Marcus remained still, his back turned to Parks. He tightened his fist and looked down. A second or two later, he would jump; he didn't need to hear this bull.
"You and your father were attacked by massive OCs ten years ago, and he died—"
"He died trying to rescue me!"
"He didn't die in vain." Parks took two steps forward.
"Come any closer and I'll jump!" Marcus's grip on the concrete tightened.
Parks's footsteps stopped. "A man was there, on that day ten years ago, wasn't he?" he asked. "A man with a legion of OCs at his side, taller than anything you've seen."
Marcus still didn't turn. "And?"
"His name is Lucan Silas. He's the head of the bad Witchcasters we've been fighting against. He was the one who brought that army of OCs that killed your father," said Parks.
Marcus turned and looked at him. Parks continued. "You're not the only one he's hurt... And I'm sorry we weren't able to do anything back then. But we want to stop him and his organisation from taking anymore innocent lives."
"You're going to help me find what's-his-name? And…" Marcus took a breath. "And end him!?"
Parks stared at him and nodded.
Damn it! What was he supposed to do now? The one guy who's filled him with so much hate for the past ten years—there was finally an avenue to find him and make him pay right in front of him.
He didn't trust them, but he had to if he wanted any chance at achieving both of his goals.
Staring at the drop again, he weighed his options.
"Kid," said River.
Marcus turned around with a vein in his head. "I've told you to—"
"Thank you." Her voice was calm, sincere— pained—with a pinch of bite to it. "I saw how you carried my friend's bodies when I was fighting the frog; I saw you feel as much pain as I did.
"I don't care if you join or not, but the fact still remains that you saved my life. If not for you, their bodies would've…" she paused; her face telling that she'd imagined what she left unsaid.
River continued. "Whether I see you again or not, I at least want to say thank you."
Marcus felt the air from the outside toss his hair.
Dead comrades… those four people who died—kids like him—what better way could he avoid a tragedy happening like that again? Here in the CC, or out there on his own?
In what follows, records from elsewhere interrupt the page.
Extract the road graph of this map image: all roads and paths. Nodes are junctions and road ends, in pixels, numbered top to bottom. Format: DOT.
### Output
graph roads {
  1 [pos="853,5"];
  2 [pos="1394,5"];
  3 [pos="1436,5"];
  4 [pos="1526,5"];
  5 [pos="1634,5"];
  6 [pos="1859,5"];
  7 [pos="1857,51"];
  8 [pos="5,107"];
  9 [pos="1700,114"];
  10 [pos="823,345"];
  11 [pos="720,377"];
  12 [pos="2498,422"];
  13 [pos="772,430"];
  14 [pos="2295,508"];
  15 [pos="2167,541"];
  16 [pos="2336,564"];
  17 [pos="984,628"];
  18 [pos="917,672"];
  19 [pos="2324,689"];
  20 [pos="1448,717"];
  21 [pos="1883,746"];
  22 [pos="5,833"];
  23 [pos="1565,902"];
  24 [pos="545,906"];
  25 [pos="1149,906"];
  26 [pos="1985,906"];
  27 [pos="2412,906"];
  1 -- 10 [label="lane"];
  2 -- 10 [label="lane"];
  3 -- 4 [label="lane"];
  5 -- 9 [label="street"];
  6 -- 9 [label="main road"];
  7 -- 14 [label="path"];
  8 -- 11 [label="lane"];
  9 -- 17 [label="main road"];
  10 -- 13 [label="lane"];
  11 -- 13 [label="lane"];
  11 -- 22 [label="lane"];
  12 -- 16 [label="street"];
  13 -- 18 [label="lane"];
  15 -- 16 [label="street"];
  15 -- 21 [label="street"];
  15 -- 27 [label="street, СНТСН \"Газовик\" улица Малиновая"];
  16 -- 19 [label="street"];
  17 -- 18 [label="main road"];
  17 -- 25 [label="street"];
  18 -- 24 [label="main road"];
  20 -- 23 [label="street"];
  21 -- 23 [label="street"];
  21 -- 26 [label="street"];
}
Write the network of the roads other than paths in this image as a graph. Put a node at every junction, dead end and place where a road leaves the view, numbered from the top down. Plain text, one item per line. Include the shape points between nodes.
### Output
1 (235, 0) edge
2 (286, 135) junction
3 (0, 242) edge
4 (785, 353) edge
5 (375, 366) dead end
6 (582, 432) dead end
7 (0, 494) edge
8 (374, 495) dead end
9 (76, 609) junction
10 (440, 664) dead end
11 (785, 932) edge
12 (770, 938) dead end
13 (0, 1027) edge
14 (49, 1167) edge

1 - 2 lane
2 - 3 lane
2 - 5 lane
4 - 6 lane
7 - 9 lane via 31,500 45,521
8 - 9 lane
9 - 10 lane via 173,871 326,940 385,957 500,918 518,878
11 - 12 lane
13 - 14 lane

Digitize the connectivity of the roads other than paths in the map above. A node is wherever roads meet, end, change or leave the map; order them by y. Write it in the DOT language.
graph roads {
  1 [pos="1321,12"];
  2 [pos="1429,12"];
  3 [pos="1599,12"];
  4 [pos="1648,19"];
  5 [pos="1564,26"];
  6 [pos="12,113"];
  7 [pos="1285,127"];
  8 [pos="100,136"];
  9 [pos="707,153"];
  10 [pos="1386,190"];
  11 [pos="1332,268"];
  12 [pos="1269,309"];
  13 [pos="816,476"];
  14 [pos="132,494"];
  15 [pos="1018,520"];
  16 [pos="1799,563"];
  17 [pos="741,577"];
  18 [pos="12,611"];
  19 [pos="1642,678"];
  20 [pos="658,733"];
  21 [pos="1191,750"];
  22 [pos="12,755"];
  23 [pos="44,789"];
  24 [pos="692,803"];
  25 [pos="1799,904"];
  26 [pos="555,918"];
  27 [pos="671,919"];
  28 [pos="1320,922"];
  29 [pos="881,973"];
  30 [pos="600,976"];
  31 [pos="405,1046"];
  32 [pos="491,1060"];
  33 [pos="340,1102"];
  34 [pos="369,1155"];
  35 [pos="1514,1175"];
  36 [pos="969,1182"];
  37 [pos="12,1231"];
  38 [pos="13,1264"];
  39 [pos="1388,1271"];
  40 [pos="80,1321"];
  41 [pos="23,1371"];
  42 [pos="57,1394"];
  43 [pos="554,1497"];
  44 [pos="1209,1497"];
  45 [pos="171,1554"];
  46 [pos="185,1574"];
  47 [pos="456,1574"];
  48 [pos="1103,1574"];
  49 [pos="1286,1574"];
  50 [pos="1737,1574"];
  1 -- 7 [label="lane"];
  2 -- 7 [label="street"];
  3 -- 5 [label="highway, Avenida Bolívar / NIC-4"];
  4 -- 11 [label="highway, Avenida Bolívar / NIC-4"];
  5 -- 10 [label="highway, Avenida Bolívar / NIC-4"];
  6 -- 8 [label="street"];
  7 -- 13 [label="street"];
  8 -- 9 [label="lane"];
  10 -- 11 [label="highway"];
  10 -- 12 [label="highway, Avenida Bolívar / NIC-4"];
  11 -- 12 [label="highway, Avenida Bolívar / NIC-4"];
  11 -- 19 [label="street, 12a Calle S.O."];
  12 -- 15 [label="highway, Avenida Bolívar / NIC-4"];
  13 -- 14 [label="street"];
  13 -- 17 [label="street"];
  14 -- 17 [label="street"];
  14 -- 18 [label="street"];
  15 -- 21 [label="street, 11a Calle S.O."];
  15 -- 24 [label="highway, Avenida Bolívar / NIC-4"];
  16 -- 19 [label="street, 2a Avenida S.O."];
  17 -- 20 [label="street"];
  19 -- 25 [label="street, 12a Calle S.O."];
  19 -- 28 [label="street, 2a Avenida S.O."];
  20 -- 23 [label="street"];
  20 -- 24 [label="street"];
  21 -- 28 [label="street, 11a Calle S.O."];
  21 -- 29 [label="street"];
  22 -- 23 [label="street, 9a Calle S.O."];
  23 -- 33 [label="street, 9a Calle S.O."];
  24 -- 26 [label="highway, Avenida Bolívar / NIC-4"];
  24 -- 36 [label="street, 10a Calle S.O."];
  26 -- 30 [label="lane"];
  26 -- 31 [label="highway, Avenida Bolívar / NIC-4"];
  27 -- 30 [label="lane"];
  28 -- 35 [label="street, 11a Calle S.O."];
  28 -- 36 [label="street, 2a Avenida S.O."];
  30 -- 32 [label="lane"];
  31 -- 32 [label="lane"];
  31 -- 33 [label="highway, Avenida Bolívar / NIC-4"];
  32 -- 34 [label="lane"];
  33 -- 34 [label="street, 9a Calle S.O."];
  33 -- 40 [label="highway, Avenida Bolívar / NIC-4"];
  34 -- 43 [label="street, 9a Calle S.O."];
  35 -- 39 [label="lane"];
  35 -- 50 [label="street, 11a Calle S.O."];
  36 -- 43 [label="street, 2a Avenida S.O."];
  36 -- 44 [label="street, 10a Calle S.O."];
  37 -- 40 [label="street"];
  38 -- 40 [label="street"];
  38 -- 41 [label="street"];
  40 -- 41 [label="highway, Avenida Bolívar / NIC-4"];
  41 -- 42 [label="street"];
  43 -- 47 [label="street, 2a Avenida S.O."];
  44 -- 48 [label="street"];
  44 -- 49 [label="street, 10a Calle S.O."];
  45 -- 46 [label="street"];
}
"We recovered the body of the smaller frog you killed." Parks tossed the clipboard. It skid across the floor, stopping at the foot of the hole where Marcus's stood.
It had pictures of the massive burnt frog, of Marcus's charred body lying in the streets, of River covered head to toe in injuries, and of all four of those kids covered in drapes.
"You didn't just kill it, you murdered it brutally. You hate OCs, and that's perfectly understandable. But so does the CC. We hunt them; we're hunting Lucan Silas; we share a common enemy.
"I can't promise you won't regret joining us, but if revenge is what you want, then I can promise we're the quickest road there."
Marcus picked up the clipboard and looked at all the pictures one last time, lingering on a certain picture—the burnt carcass of the massive Loveland frog.
He tossed it straight back at Parks. "Can you promise me one more thing?" asked Marcus.
Parks caught the clipboard.
"Unfortunately, no," said Parks.
Marcus smirked. If he'd said yes then he would've jumped—this man wasn't a liar—the CC is the quickest way to get what he wants.
"Fine," Marcus walked up to Parks, "I'll join the CC, eradicate all OCs from the face of the earth, and take down Lucan Silas!" he declared with a broad smile.
"You'd be selling your soul," said River.
"So long as I take his," Marcus said with his hand stretched out.
Parks shook his hand. "Welcome to the CC!"